Key Takeaways
Dogecoin (DOGE), the memecoin with the highest market cap, has seen its price rebound by a mild 6% hike. This comes after Dogecoin’s price dipped by 30% last month.
At the end of February, Dogecoin’s price appeared ready to slide below $0.20. However, the memecoin climbed to $0.24 over the weekend before its recent retracement to $0.22.
This recovery happened due to the broader market jump, which was triggered by the positive development of the White House. While DOGE might have pulled back, on-chain data shows this could be temporary.
One indicator supporting this bias is the balance of addresses — particularly the large buyers. According to Santiment, the balance held by addresses who own between 100 million and 1 billion coins stood at 24.26 billion on Feb. 27.
That figure has risen to 25.32 billion today, indicating that these key stakeholders purchased over 1 billion DOGE during the dip. At Dogecoin’s current price, this is worth approximately $275 million.
Historically, a surge in buying pressure indicates a forthcoming price increase for a cryptocurrency. On the other hand, if these stakeholders decide to sell off in large quantities, it can trigger a price correction.

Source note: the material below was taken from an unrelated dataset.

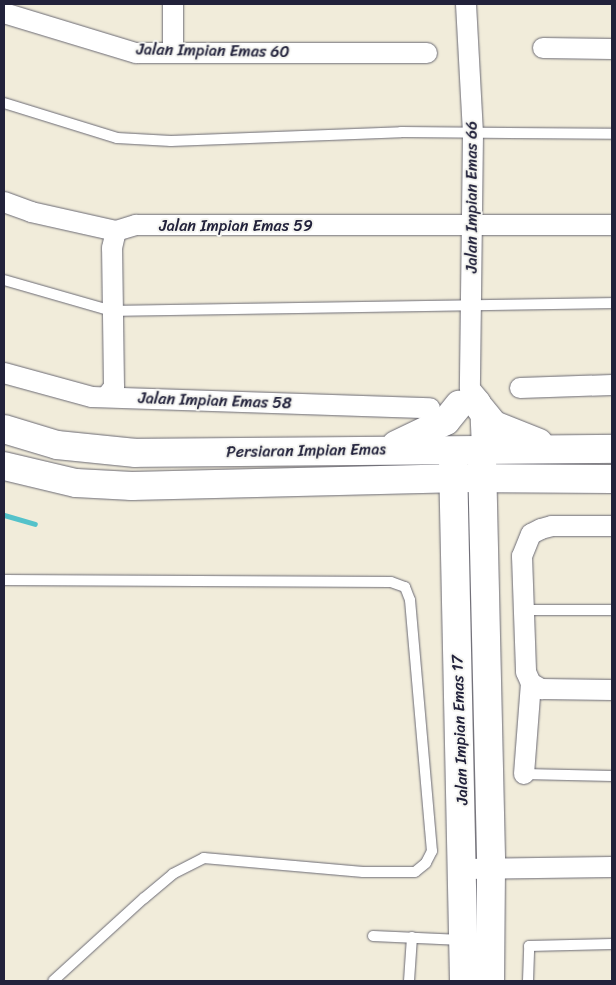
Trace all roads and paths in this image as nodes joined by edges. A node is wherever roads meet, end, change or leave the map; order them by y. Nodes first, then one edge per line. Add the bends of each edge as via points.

Given the current accumulation pattern, Dogecoin’s price appears ready to resume its uptrend — provided this trend continues.
However, despite the potential for growth, the technical outlook suggests that the rally has not yet been fully confirmed. On the daily chart, DOGE’s price continues to trade below the descending upper trendline that began forming on January 18.
This trendline acts as a key resistance level, and a breakout above it would be crucial for confirming the uptrend. Until then, the price might remain constrained within this bearish structure.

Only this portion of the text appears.